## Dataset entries

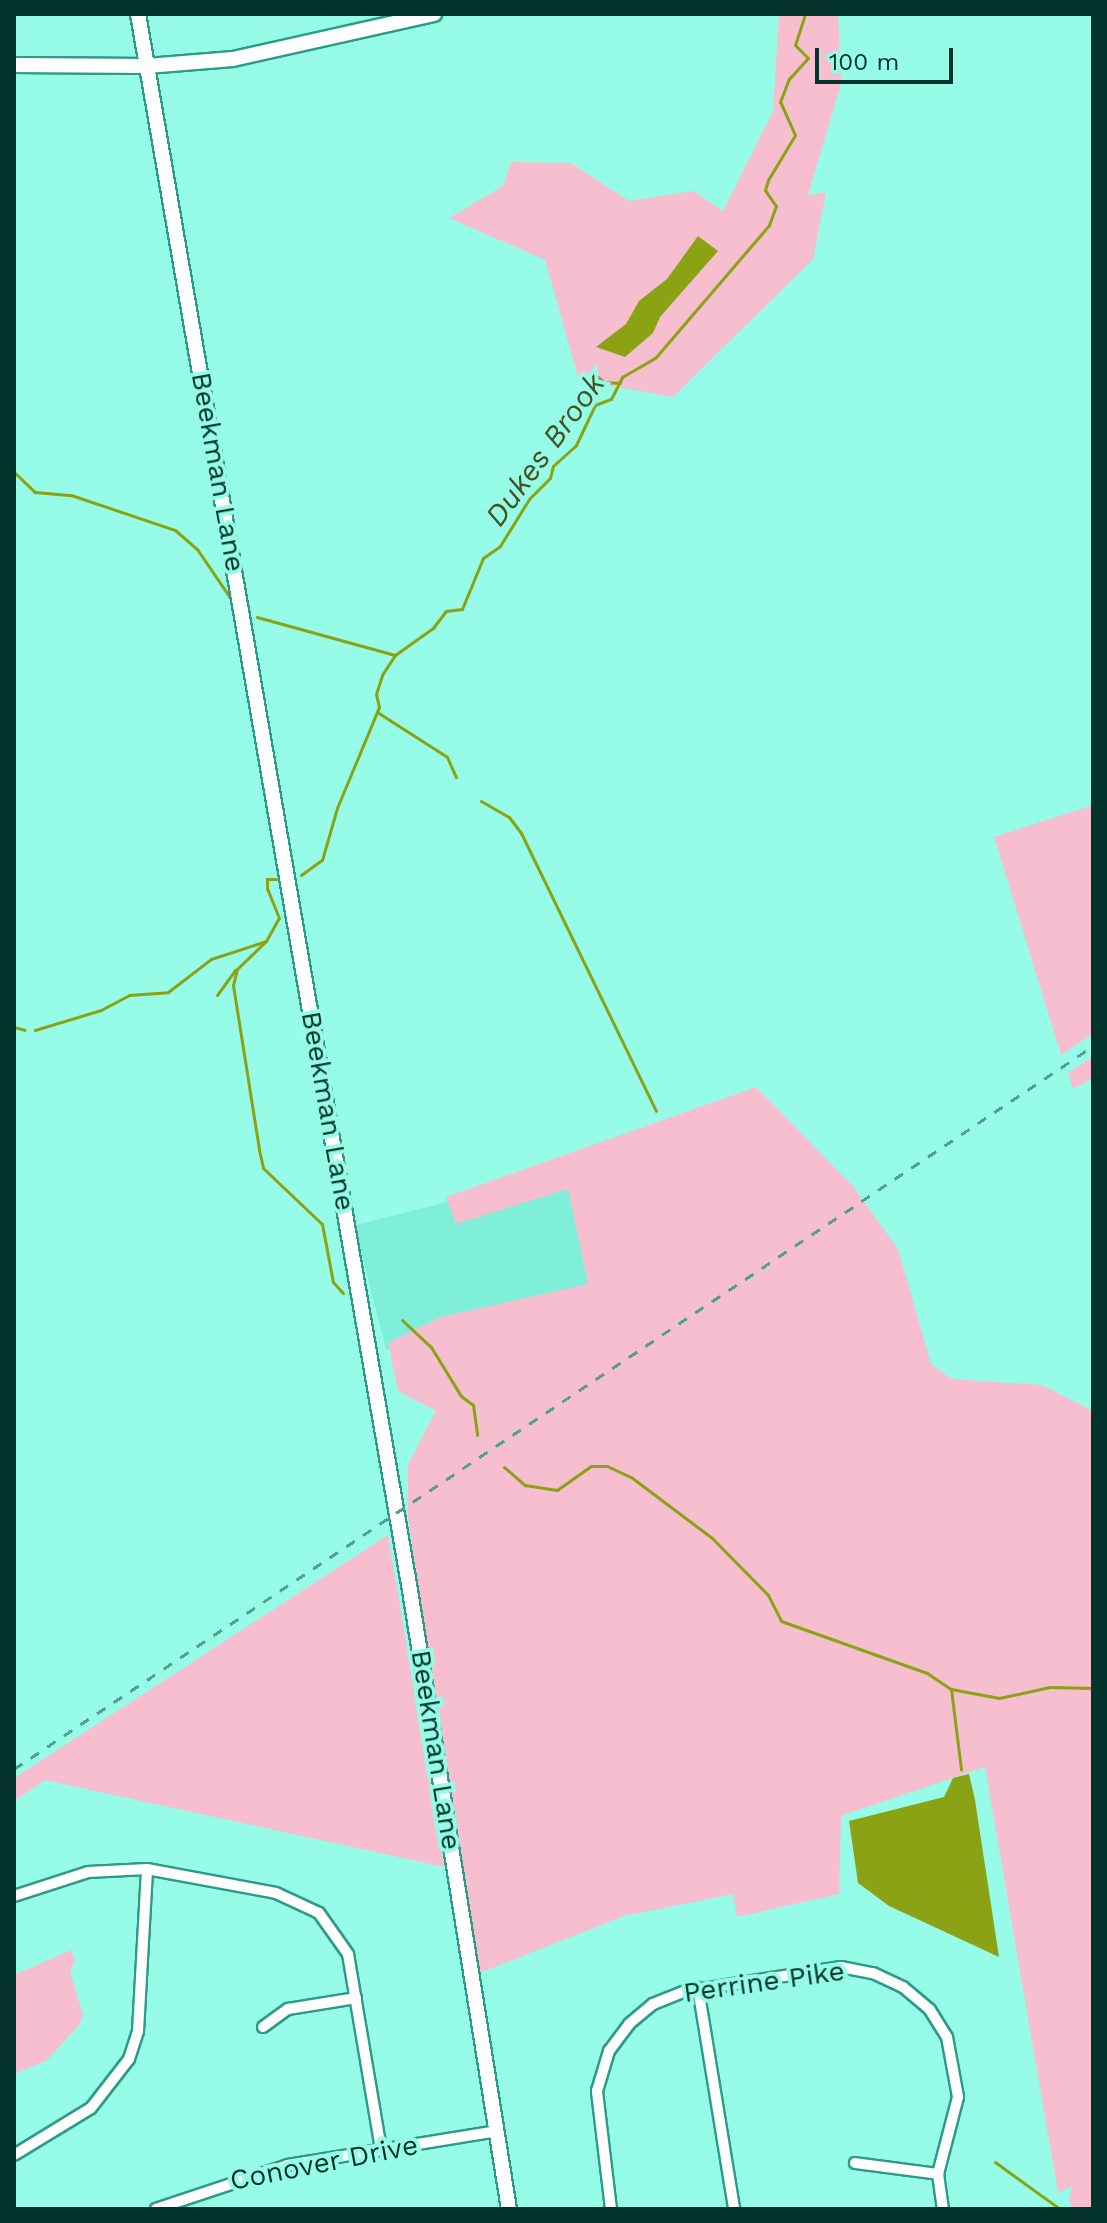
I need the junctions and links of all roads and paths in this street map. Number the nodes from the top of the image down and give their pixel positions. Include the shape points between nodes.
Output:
1 (138, 14) edge
2 (434, 14) edge
3 (14, 65) edge
4 (147, 66) junction
5 (147, 1869) junction
6 (14, 1896) edge
7 (698, 1988) junction
8 (356, 1998) junction
9 (263, 2027) dead end
10 (497, 2131) junction
11 (381, 2150) junction
12 (14, 2155) edge
13 (855, 2163) dead end
14 (938, 2174) junction
15 (156, 2209) edge
16 (509, 2209) edge
17 (611, 2209) edge
18 (734, 2209) edge
19 (943, 2209) edge

1 - 4 street, Beekman Lane
2 - 4 street via 267,53
3 - 4 street
4 - 10 street, Beekman Lane via 408,1578
5 - 6 street via 88,1872
5 - 8 street via 262,1890 306,1904 342,1940
5 - 12 street via 138,2031 129,2059 115,2085 91,2108
7 - 14 street, Perrine Pike via 841,1967 873,1973 919,1998 947,2037 957,2076 958,2097
7 - 17 street, Perrine Pike via 667,1997 641,2013 618,2038 605,2063 596,2106
7 - 18 street
8 - 9 street via 288,2009
8 - 11 street
10 - 11 street, Conover Drive
10 - 16 street, Beekman Lane
11 - 15 street, Conover Drive via 252,2175
13 - 14 street
14 - 19 street, Perrine Pike

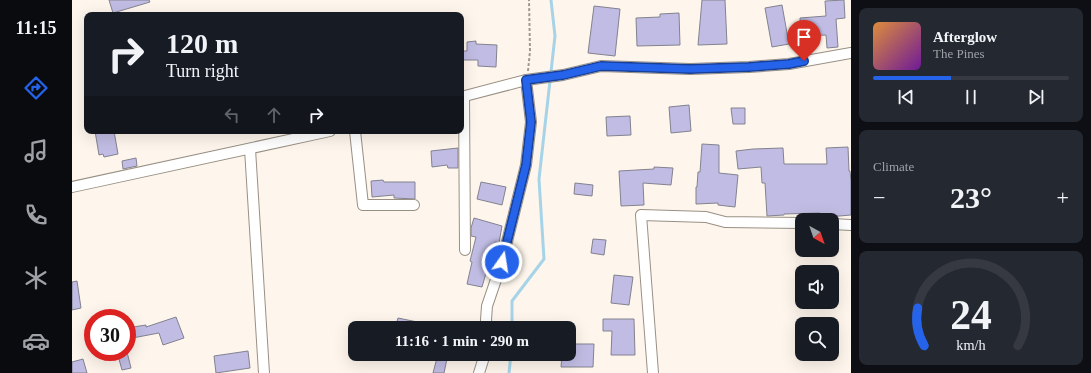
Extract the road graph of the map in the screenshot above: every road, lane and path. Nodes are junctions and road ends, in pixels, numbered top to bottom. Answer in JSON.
{"nodes":[{"id":1,"x":529,"y":0,"type":"edge"},
{"id":2,"x":851,"y":53,"type":"edge"},
{"id":3,"x":526,"y":80,"type":"junction"},
{"id":4,"x":464,"y":97,"type":"edge"},
{"id":5,"x":317,"y":134,"type":"edge"},
{"id":6,"x":355,"y":134,"type":"edge"},
{"id":7,"x":463,"y":134,"type":"edge"},
{"id":8,"x":250,"y":149,"type":"junction"},
{"id":9,"x":72,"y":188,"type":"edge"},
{"id":10,"x":414,"y":205,"type":"dead end"},
{"id":11,"x":795,"y":223,"type":"edge"},
{"id":12,"x":839,"y":224,"type":"edge"},
{"id":13,"x":851,"y":225,"type":"edge"},
{"id":14,"x":465,"y":250,"type":"dead end"},
{"id":15,"x":486,"y":321,"type":"edge"},
{"id":16,"x":483,"y":361,"type":"edge"},
{"id":17,"x":264,"y":373,"type":"edge"},
{"id":18,"x":479,"y":373,"type":"edge"},
{"id":19,"x":653,"y":373,"type":"edge"}],
"edges":[{"from":1,"to":3,"type":"path"},
{"from":2,"to":3,"type":"street"},
{"from":3,"to":4,"type":"street"},
{"from":3,"to":15,"type":"street"},
{"from":5,"to":8,"type":"street"},
{"from":6,"to":10,"type":"street"},
{"from":7,"to":14,"type":"street"},
{"from":8,"to":9,"type":"street"},
{"from":8,"to":17,"type":"street"},
{"from":11,"to":19,"type":"street"},
{"from":12,"to":13,"type":"street"},
{"from":16,"to":18,"type":"street"}]}
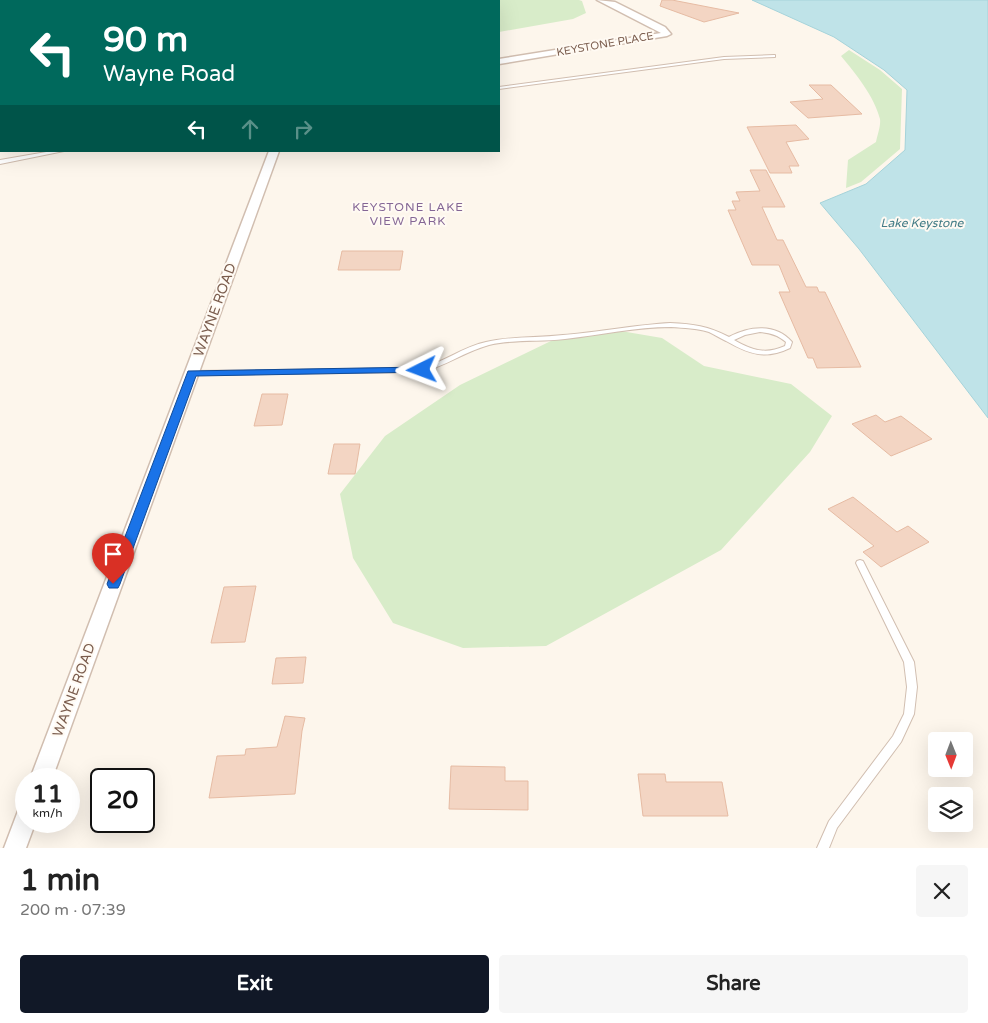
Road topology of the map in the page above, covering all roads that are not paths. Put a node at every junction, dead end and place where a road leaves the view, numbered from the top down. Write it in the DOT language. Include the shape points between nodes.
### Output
graph roads {
  1 [pos="601,0"];
  2 [pos="774,56"];
  3 [pos="500,62"];
  4 [pos="500,88"];
  5 [pos="56,152"];
  6 [pos="274,152"];
  7 [pos="0,162"];
  8 [pos="728,340"];
  9 [pos="192,373"];
  10 [pos="860,563"];
  11 [pos="45,768"];
  12 [pos="20,833"];
  13 [pos="15,848"];
  14 [pos="823,848"];
  1 -- 3 [label="street, KEYSTONE PLACE" via="668,34"];
  2 -- 4 [label="lane" via="724,58"];
  5 -- 7 [label="lane"];
  6 -- 9 [label="street, WAYNE ROAD"];
  8 -- 8 [label="lane" via="738,334 770,331 783,334 789,342 788,348 781,352 766,353 750,351"];
  8 -- 9 [label="lane" via="702,328 647,327 561,338 502,340 484,344 437,367 422,370"];
  9 -- 11 [label="street, WAYNE ROAD"];
  10 -- 14 [label="lane" via="909,662 912,687 909,714 897,739 834,825"];
  12 -- 13 [label="street"];
}
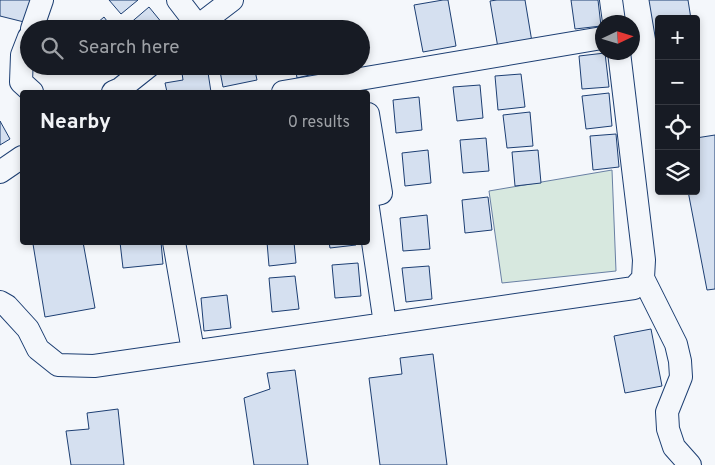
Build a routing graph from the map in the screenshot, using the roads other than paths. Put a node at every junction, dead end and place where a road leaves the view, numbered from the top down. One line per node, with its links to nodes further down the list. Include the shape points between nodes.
1 (42, 0): 6 (street)
2 (178, 0): 7 (street)
3 (232, 0): 8 (street)
4 (611, 0): 5 (street)
5 (613, 15)
6 (35, 20)
7 (191, 20)
8 (205, 20)
9 (595, 39): 13 (street)
10 (620, 60): 23 (street, via 644,260)
11 (21, 75): 14 (street, via 21,82)
12 (137, 75): 15 (street)
13 (362, 86): 16 (street)
14 (30, 90)
15 (118, 90)
16 (309, 90)
17 (370, 126): 20 (street, via 381,193)
18 (20, 158): 19 (street)
19 (0, 172)
20 (370, 196)
21 (370, 222): 25 (street)
22 (175, 245): 26 (street)
23 (643, 278): 25 (street, via 634,288); 27 (street, via 676,344 681,377 667,412 668,429 674,447)
24 (0, 302): 26 (street, via 28,329 38,349 58,365 94,366)
25 (385, 324): 26 (street)
26 (193, 352)
27 (690, 465)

## Task objective
The task calls for every record to be transcribed exactly, with no images included.

## Completed task
I need the junctions and links of all roads and paths in this street map. Number the nodes from the top of the image down and give their pixel positions. Include the shape points between nodes.
Output:
1 (138, 14) edge
2 (434, 14) edge
3 (14, 65) edge
4 (147, 66) junction
5 (147, 1869) junction
6 (14, 1896) edge
7 (698, 1988) junction
8 (356, 1998) junction
9 (263, 2027) dead end
10 (497, 2131) junction
11 (381, 2150) junction
12 (14, 2155) edge
13 (855, 2163) dead end
14 (938, 2174) junction
15 (156, 2209) edge
16 (509, 2209) edge
17 (611, 2209) edge
18 (734, 2209) edge
19 (943, 2209) edge

1 - 4 street, Beekman Lane
2 - 4 street via 267,53
3 - 4 street
4 - 10 street, Beekman Lane via 408,1578
5 - 6 street via 88,1872
5 - 8 street via 262,1890 306,1904 342,1940
5 - 12 street via 138,2031 129,2059 115,2085 91,2108
7 - 14 street, Perrine Pike via 841,1967 873,1973 919,1998 947,2037 957,2076 958,2097
7 - 17 street, Perrine Pike via 667,1997 641,2013 618,2038 605,2063 596,2106
7 - 18 street
8 - 9 street via 288,2009
8 - 11 street
10 - 11 street, Conover Drive
10 - 16 street, Beekman Lane
11 - 15 street, Conover Drive via 252,2175
13 - 14 street
14 - 19 street, Perrine Pike

Extract the road graph of the map in the screenshot above: every road, lane and path. Nodes are junctions and road ends, in pixels, numbered top to bottom. Answer in JSON.
{"nodes":[{"id":1,"x":529,"y":0,"type":"edge"},
{"id":2,"x":851,"y":53,"type":"edge"},
{"id":3,"x":526,"y":80,"type":"junction"},
{"id":4,"x":464,"y":97,"type":"edge"},
{"id":5,"x":317,"y":134,"type":"edge"},
{"id":6,"x":355,"y":134,"type":"edge"},
{"id":7,"x":463,"y":134,"type":"edge"},
{"id":8,"x":250,"y":149,"type":"junction"},
{"id":9,"x":72,"y":188,"type":"edge"},
{"id":10,"x":414,"y":205,"type":"dead end"},
{"id":11,"x":795,"y":223,"type":"edge"},
{"id":12,"x":839,"y":224,"type":"edge"},
{"id":13,"x":851,"y":225,"type":"edge"},
{"id":14,"x":465,"y":250,"type":"dead end"},
{"id":15,"x":486,"y":321,"type":"edge"},
{"id":16,"x":483,"y":361,"type":"edge"},
{"id":17,"x":264,"y":373,"type":"edge"},
{"id":18,"x":479,"y":373,"type":"edge"},
{"id":19,"x":653,"y":373,"type":"edge"}],
"edges":[{"from":1,"to":3,"type":"path"},
{"from":2,"to":3,"type":"street"},
{"from":3,"to":4,"type":"street"},
{"from":3,"to":15,"type":"street"},
{"from":5,"to":8,"type":"street"},
{"from":6,"to":10,"type":"street"},
{"from":7,"to":14,"type":"street"},
{"from":8,"to":9,"type":"street"},
{"from":8,"to":17,"type":"street"},
{"from":11,"to":19,"type":"street"},
{"from":12,"to":13,"type":"street"},
{"from":16,"to":18,"type":"street"}]}
Road topology of the map in the page above, covering all roads that are not paths. Put a node at every junction, dead end and place where a road leaves the view, numbered from the top down. Write it in the DOT language. Include the shape points between nodes.
### Output
graph roads {
  1 [pos="601,0"];
  2 [pos="774,56"];
  3 [pos="500,62"];
  4 [pos="500,88"];
  5 [pos="56,152"];
  6 [pos="274,152"];
  7 [pos="0,162"];
  8 [pos="728,340"];
  9 [pos="192,373"];
  10 [pos="860,563"];
  11 [pos="45,768"];
  12 [pos="20,833"];
  13 [pos="15,848"];
  14 [pos="823,848"];
  1 -- 3 [label="street, KEYSTONE PLACE" via="668,34"];
  2 -- 4 [label="lane" via="724,58"];
  5 -- 7 [label="lane"];
  6 -- 9 [label="street, WAYNE ROAD"];
  8 -- 8 [label="lane" via="738,334 770,331 783,334 789,342 788,348 781,352 766,353 750,351"];
  8 -- 9 [label="lane" via="702,328 647,327 561,338 502,340 484,344 437,367 422,370"];
  9 -- 11 [label="street, WAYNE ROAD"];
  10 -- 14 [label="lane" via="909,662 912,687 909,714 897,739 834,825"];
  12 -- 13 [label="street"];
}
Build a routing graph from the map in the screenshot, using the roads other than paths. Put a node at every junction, dead end and place where a road leaves the view, numbered from the top down. One line per node, with its links to nodes further down the list. Include the shape points between nodes.
1 (42, 0): 6 (street)
2 (178, 0): 7 (street)
3 (232, 0): 8 (street)
4 (611, 0): 5 (street)
5 (613, 15)
6 (35, 20)
7 (191, 20)
8 (205, 20)
9 (595, 39): 13 (street)
10 (620, 60): 23 (street, via 644,260)
11 (21, 75): 14 (street, via 21,82)
12 (137, 75): 15 (street)
13 (362, 86): 16 (street)
14 (30, 90)
15 (118, 90)
16 (309, 90)
17 (370, 126): 20 (street, via 381,193)
18 (20, 158): 19 (street)
19 (0, 172)
20 (370, 196)
21 (370, 222): 25 (street)
22 (175, 245): 26 (street)
23 (643, 278): 25 (street, via 634,288); 27 (street, via 676,344 681,377 667,412 668,429 674,447)
24 (0, 302): 26 (street, via 28,329 38,349 58,365 94,366)
25 (385, 324): 26 (street)
26 (193, 352)
27 (690, 465)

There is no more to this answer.